═════ Dataset ═════

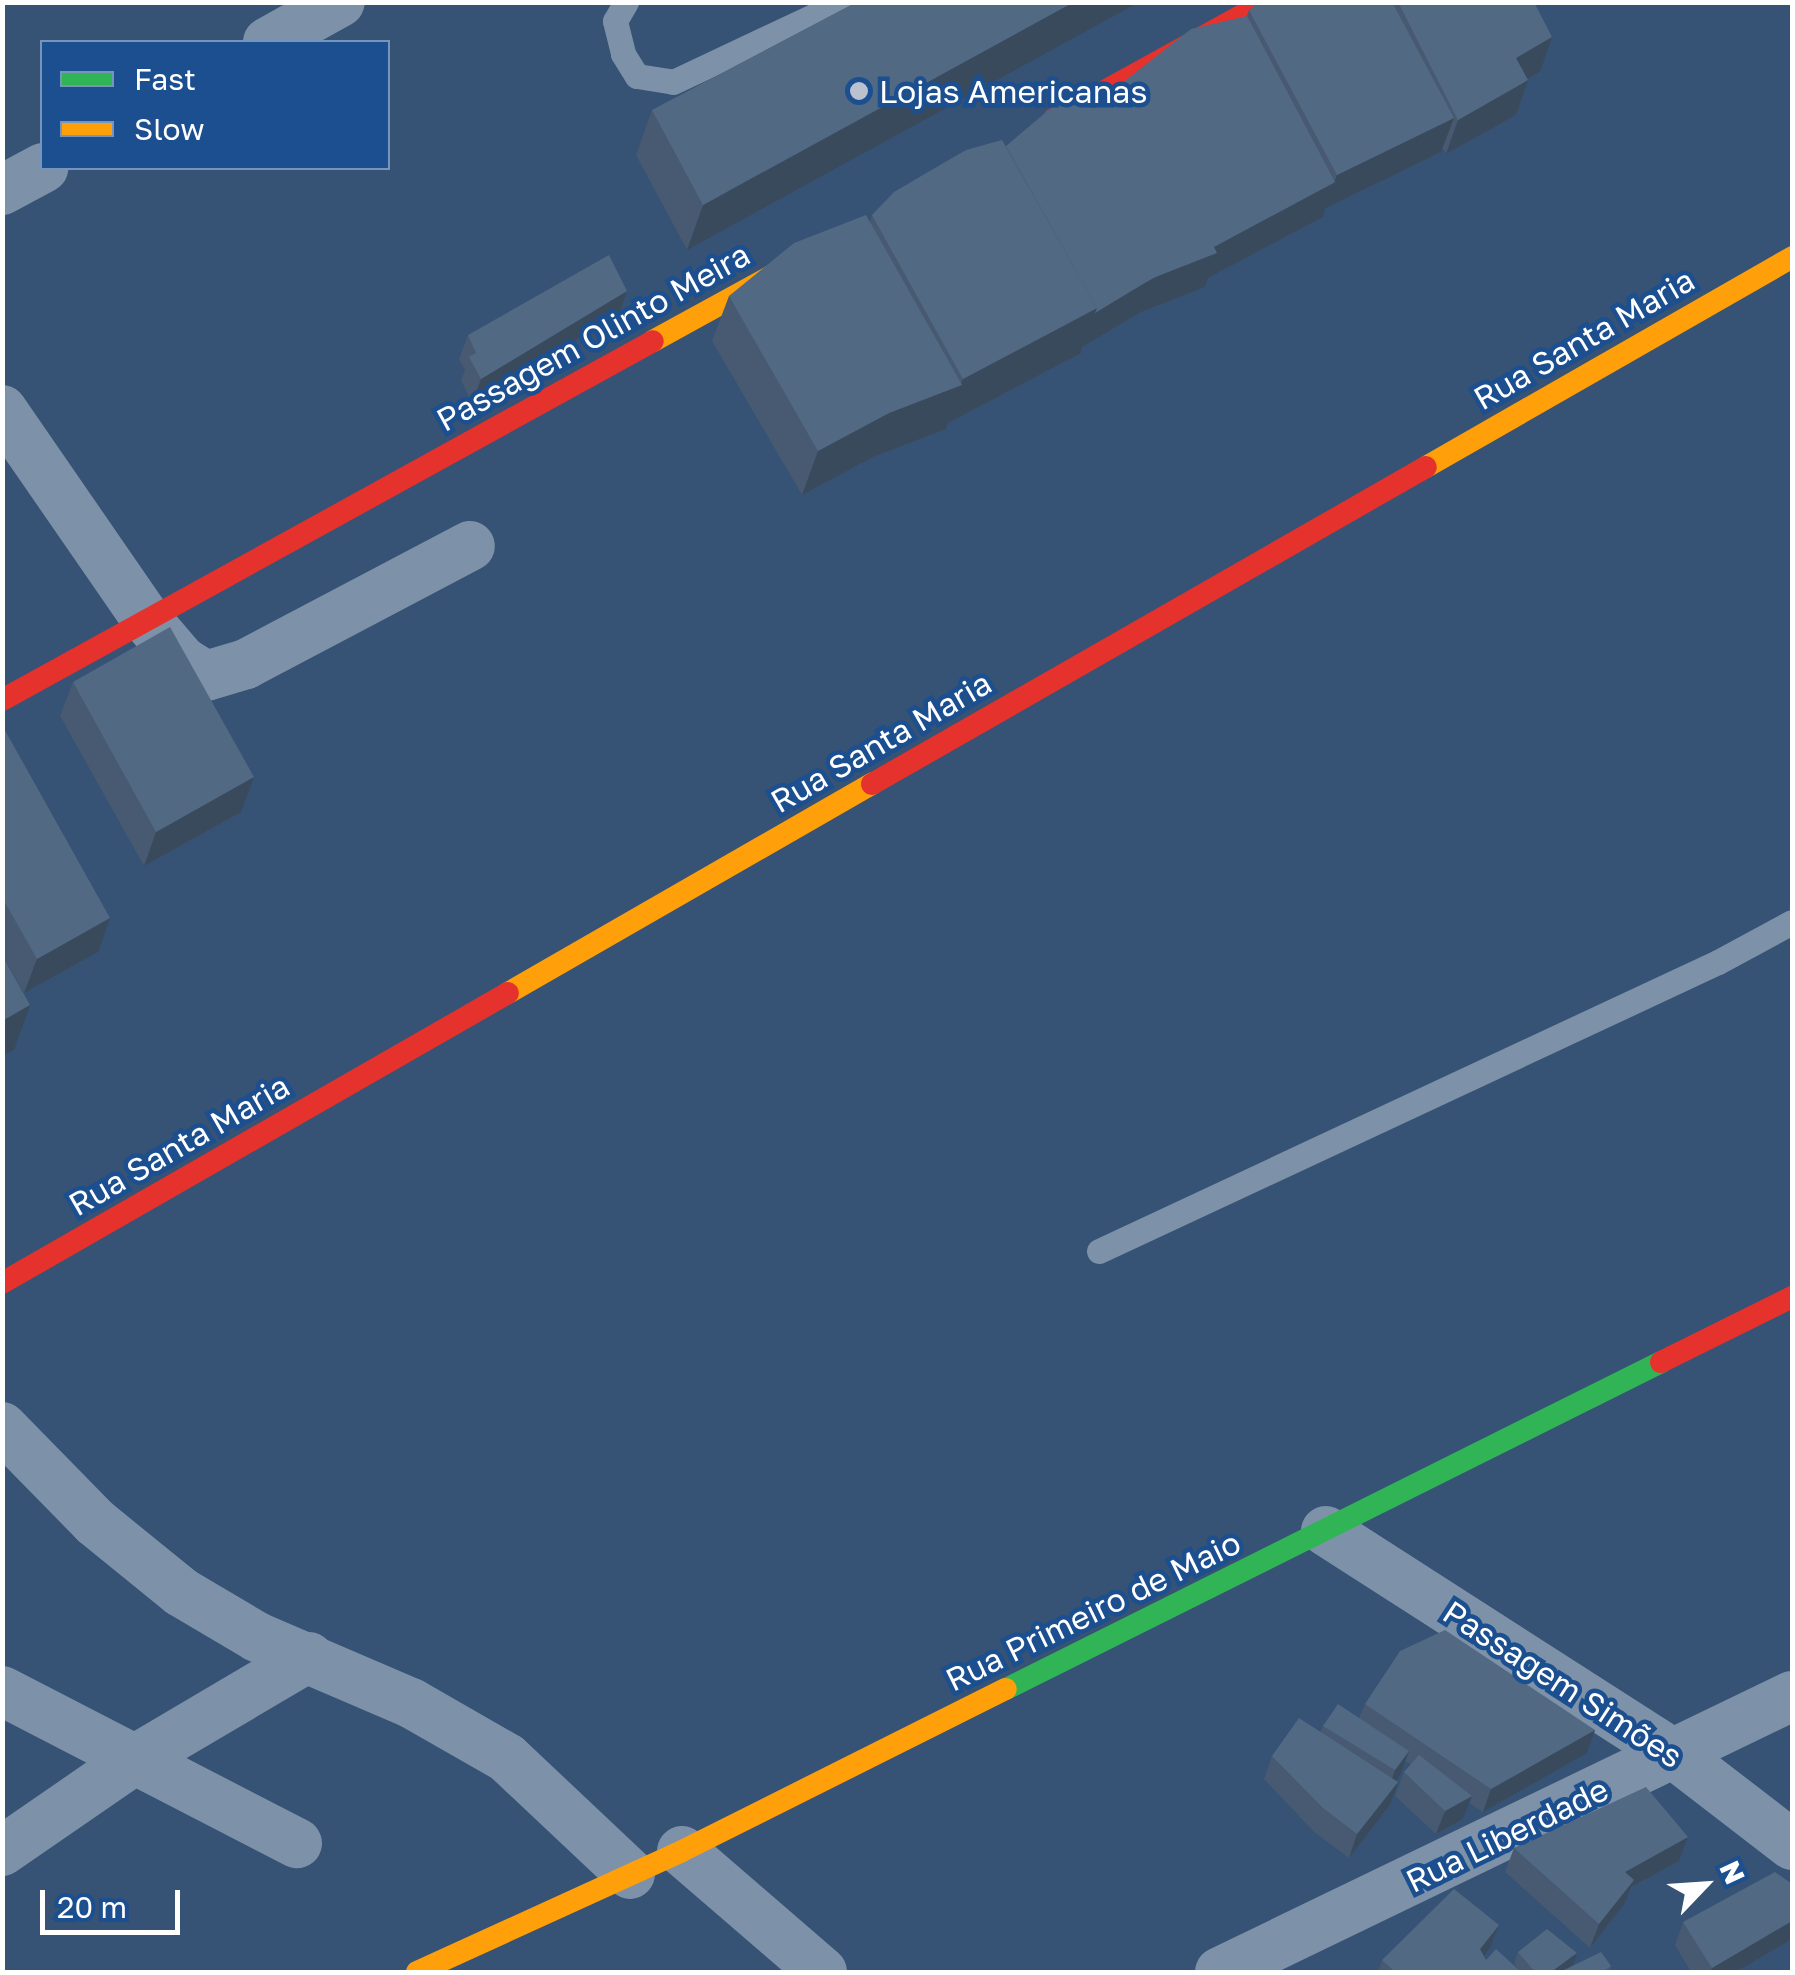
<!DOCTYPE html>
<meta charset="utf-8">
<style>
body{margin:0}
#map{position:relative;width:1795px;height:1975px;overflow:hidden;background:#365274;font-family:"Golos Text",sans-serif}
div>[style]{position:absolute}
.lane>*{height:25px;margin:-12.5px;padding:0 12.5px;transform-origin:12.5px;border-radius:12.5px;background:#7d92a8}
.street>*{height:50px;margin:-25px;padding:0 25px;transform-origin:25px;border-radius:25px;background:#7d92a8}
.fast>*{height:22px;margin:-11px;padding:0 11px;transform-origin:11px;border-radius:11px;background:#30b455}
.slow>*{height:22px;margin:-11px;padding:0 11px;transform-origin:11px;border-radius:11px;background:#ff9f0a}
.jam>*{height:22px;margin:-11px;padding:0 11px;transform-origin:11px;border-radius:11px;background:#e5322d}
.wall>*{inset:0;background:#475a72}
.shaded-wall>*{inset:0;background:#394a5c}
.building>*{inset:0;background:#526984}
.dots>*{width:28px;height:28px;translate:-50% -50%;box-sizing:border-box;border:5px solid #1b4f8f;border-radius:50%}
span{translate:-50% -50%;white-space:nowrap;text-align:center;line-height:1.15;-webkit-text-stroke:9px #1b4f8f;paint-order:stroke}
.poi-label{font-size:32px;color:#fff}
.left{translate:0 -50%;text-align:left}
.street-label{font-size:32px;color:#fff}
.frame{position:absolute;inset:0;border:5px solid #fff;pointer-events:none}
.legend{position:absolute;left:40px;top:40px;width:350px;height:130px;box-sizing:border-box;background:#1b4f8f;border:2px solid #7695bc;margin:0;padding:12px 18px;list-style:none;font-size:30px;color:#fff}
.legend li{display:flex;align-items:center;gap:20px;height:50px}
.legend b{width:50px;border:2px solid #7695bc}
.north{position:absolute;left:1655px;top:1835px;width:100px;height:100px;-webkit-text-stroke:8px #1b4f8f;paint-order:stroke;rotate:65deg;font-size:28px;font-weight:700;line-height:40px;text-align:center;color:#fff}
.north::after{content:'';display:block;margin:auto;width:35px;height:45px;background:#fff;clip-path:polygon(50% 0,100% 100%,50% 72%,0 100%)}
.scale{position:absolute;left:40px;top:1890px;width:140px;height:45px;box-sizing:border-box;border:5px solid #fff;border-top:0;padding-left:12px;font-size:30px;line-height:35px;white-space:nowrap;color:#fff;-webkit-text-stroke:8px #1b4f8f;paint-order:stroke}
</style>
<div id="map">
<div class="lane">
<div style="left:626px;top:2px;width:22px;rotate:120deg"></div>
<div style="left:615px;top:21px;width:34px;rotate:76deg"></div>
<div style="left:623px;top:54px;width:26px;rotate:58deg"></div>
<div style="left:637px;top:76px;width:36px;rotate:9deg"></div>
<div style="left:673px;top:82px;width:188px;rotate:-25.2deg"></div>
<div style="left:1099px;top:1251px;width:683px;rotate:-25.03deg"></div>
<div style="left:1718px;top:962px;width:84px;rotate:-28.4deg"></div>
</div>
<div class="street">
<div style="left:268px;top:42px;width:82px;rotate:-29.1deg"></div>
<div style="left:2px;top:190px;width:47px;rotate:-28.2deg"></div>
<div style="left:2px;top:410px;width:255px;rotate:55.4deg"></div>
<div style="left:147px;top:620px;width:54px;rotate:49.5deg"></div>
<div style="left:182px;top:661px;width:28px;rotate:32deg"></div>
<div style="left:206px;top:676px;width:42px;rotate:-16.7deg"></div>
<div style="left:246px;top:664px;width:253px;rotate:-27.8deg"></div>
<div style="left:2px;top:1427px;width:133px;rotate:45.6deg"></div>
<div style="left:95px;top:1522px;width:111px;rotate:39.1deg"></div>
<div style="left:181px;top:1592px;width:88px;rotate:30.6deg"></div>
<div style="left:257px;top:1637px;width:168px;rotate:23.2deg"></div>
<div style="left:411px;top:1703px;width:111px;rotate:29.8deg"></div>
<div style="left:507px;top:1758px;width:169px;rotate:43.3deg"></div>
<div style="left:1326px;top:1531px;width:413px;rotate:32.7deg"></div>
<div style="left:1674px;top:1754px;width:149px;rotate:37.6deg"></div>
<div style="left:2px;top:1691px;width:332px;rotate:27.3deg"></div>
<div style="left:2px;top:1851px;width:160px;rotate:-34.6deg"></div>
<div style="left:134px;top:1760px;width:203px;rotate:-30.5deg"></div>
<div style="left:682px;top:1851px;width:185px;rotate:40.8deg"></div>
<div style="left:1220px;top:1972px;width:635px;rotate:-25.76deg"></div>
</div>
<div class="fast">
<div style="left:1006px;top:1689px;width:732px;rotate:-26.53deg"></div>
</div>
<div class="slow">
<div style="left:653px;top:341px;width:158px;rotate:-28.8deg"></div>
<div style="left:1426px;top:467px;width:422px;rotate:-29.8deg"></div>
<div style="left:508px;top:993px;width:420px;rotate:-29.9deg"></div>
<div style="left:417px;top:1972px;width:291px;rotate:-24.5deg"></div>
<div style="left:682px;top:1851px;width:362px;rotate:-26.6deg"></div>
</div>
<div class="jam">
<div style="left:1054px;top:119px;width:242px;rotate:-28.9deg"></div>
<div style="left:2px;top:700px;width:743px;rotate:-28.87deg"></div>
<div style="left:872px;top:784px;width:638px;rotate:-29.78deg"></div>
<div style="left:2px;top:1283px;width:583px;rotate:-29.82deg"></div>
<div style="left:1661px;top:1362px;width:146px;rotate:-26.4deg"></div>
</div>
<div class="wall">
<div style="clip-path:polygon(857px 2px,687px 250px,636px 155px,652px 110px)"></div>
<div style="clip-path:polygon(1260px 2px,1534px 2px,1540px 72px,1527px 79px,1516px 115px,1446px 154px,1443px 148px,1441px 152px,1326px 208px,1323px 217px,1208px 278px,1205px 287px,1141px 312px,1082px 347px,1081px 353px,948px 423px,946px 429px,873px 457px,802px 495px,712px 341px,729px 296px,870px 222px,872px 215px,1006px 146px,1247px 16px,1249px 10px)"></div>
<div style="clip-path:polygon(627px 291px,619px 314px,472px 403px,461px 380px,465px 370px,459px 359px,468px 335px)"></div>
<div style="clip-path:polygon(73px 682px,241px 812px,144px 866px,60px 716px)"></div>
<div style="clip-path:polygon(2px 725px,98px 952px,24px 993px,2px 954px)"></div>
<div style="clip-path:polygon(1365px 1704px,1595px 1730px,1587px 1753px,1483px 1812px,1469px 1803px,1463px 1819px,1436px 1834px,1395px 1796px,1404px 1772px,1411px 1764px,1405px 1761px,1396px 1780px,1390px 1805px,1349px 1858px,1314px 1832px,1264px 1779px,1272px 1756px,1321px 1731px,1323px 1726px,1359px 1718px)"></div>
<div style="clip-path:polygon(1688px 1837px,1679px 1861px,1631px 1887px,1625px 1903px,1590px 1948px,1505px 1872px,1514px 1848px)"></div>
<div style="clip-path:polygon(1683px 1922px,1792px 1939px,1736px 1972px,1691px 1972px,1675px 1945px)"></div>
<div style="clip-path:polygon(1499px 1925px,1490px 1948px,1484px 1956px,1486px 1960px,1520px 1972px,1514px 1964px,1518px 1952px,1573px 1965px,1568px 1969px,1611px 1966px,1609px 1972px,1378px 1972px,1382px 1960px)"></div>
</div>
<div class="shaded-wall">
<div style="clip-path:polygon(1074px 2px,1139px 2px,687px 250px,703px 205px)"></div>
<div style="clip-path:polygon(1552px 37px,1540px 72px,1503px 92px,1516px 58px)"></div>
<div style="clip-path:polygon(1528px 80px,1516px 115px,1446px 154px,1458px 120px)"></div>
<div style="clip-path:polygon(1454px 118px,1441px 152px,1326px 208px,1323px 217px,1208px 278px,1205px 287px,1141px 312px,1082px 347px,1081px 353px,948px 423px,946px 429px,873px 457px,802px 495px,818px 451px,889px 413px,960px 385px,963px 379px,1334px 183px,1337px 175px)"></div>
<div style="clip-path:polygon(627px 291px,619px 314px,472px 403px,481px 379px)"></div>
<div style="clip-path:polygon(254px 777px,241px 812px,144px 866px,156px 832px)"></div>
<div style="clip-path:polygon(110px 918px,98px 952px,24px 993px,37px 959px)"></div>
<div style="clip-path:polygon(30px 1005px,14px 1050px,2px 1056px,2px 1021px)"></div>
<div style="clip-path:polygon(1595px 1730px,1587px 1753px,1483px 1812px,1491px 1789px)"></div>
<div style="clip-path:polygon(1409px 1751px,1400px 1775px,1387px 1794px,1395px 1770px)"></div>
<div style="clip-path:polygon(1398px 1782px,1390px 1805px,1349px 1858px,1357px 1834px)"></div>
<div style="clip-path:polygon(1472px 1796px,1463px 1819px,1436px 1834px,1445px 1811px)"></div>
<div style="clip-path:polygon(1688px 1837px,1679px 1861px,1631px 1887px,1625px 1903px,1590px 1948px,1599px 1924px,1625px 1872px)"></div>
<div style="clip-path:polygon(1792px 1921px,1792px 1939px,1736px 1972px,1710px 1972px,1712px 1968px)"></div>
<div style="clip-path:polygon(1499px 1925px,1490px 1948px,1472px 1972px,1480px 1949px)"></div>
<div style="clip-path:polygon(1577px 1953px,1573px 1965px,1563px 1972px,1551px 1972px)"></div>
</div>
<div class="building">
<div style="clip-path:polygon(857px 2px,1074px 2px,703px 205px,652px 110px)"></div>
<div style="clip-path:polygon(1260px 2px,1392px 2px,1454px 118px,1337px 175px,1249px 10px)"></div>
<div style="clip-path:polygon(1398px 2px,1534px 2px,1552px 37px,1516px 58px,1528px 80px,1458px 120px)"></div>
<div style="clip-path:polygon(1247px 16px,1335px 182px,1214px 247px,1217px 253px,1153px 278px,1095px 313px,1097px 308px,1006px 146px,1057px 103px,1122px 83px,1191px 29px)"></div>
<div style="clip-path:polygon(1002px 140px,1097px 308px,963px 379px,872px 215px,894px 192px,928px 172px,966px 150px)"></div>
<div style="clip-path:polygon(866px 215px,962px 385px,889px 413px,818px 451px,729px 296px,794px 243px)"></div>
<div style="clip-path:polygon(609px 255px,627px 291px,481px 379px,469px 357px,476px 353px,468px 335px)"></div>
<div style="clip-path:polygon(170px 627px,254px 777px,156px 832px,73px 682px)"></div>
<div style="clip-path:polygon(2px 725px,110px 918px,37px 959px,2px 897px)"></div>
<div style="clip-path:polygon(2px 955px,30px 1005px,2px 1021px)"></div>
<div style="clip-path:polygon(1445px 1630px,1595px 1730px,1491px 1789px,1365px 1704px,1400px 1651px)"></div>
<div style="clip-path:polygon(1338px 1704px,1409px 1751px,1395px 1770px,1323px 1726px)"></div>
<div style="clip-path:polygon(1299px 1718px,1398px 1782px,1357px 1834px,1323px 1808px,1272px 1756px)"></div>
<div style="clip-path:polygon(1419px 1755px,1472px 1796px,1445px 1811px,1404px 1772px)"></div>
<div style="clip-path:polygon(1646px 1787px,1688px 1837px,1625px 1872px,1634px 1880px,1599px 1924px,1514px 1848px)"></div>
<div style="clip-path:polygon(1775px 1872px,1792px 1884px,1792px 1921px,1712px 1968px,1683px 1922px)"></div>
<div style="clip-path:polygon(1454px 1889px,1499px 1925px,1480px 1949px,1486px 1960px,1496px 1949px,1521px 1972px,1395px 1972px,1382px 1960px)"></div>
<div style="clip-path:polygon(1547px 1929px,1577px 1953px,1551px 1972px,1535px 1972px,1518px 1952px)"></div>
<div style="clip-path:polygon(1601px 1952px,1611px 1966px,1602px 1972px,1560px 1972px)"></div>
</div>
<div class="dots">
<div style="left:859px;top:91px;background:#b9c2ce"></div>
</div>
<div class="poi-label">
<span class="left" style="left:879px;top:91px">Lojas Americanas</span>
</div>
<div class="street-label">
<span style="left:593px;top:337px;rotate:-29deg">Passagem Olinto Meira</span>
<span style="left:1584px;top:339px;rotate:-30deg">Rua Santa Maria</span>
<span style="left:881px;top:742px;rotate:-30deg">Rua Santa Maria</span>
<span style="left:179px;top:1145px;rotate:-30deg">Rua Santa Maria</span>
<span style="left:1093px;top:1611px;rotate:-26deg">Rua Primeiro de Maio</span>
<span style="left:1563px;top:1684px;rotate:33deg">Passagem Simões</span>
<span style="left:1507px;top:1835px;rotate:-26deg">Rua Liberdade</span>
</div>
<div class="frame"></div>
<ul class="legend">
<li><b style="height:12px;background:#30b455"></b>Fast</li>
<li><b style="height:12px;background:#ff9f0a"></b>Slow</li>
</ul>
<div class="north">N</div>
<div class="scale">20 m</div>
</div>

═════

Problem details: Your answer should be the lines of the records that hold the string "shaded".

Written solution:
.shaded-wall>*{inset:0;background:#394a5c}
<div class="shaded-wall">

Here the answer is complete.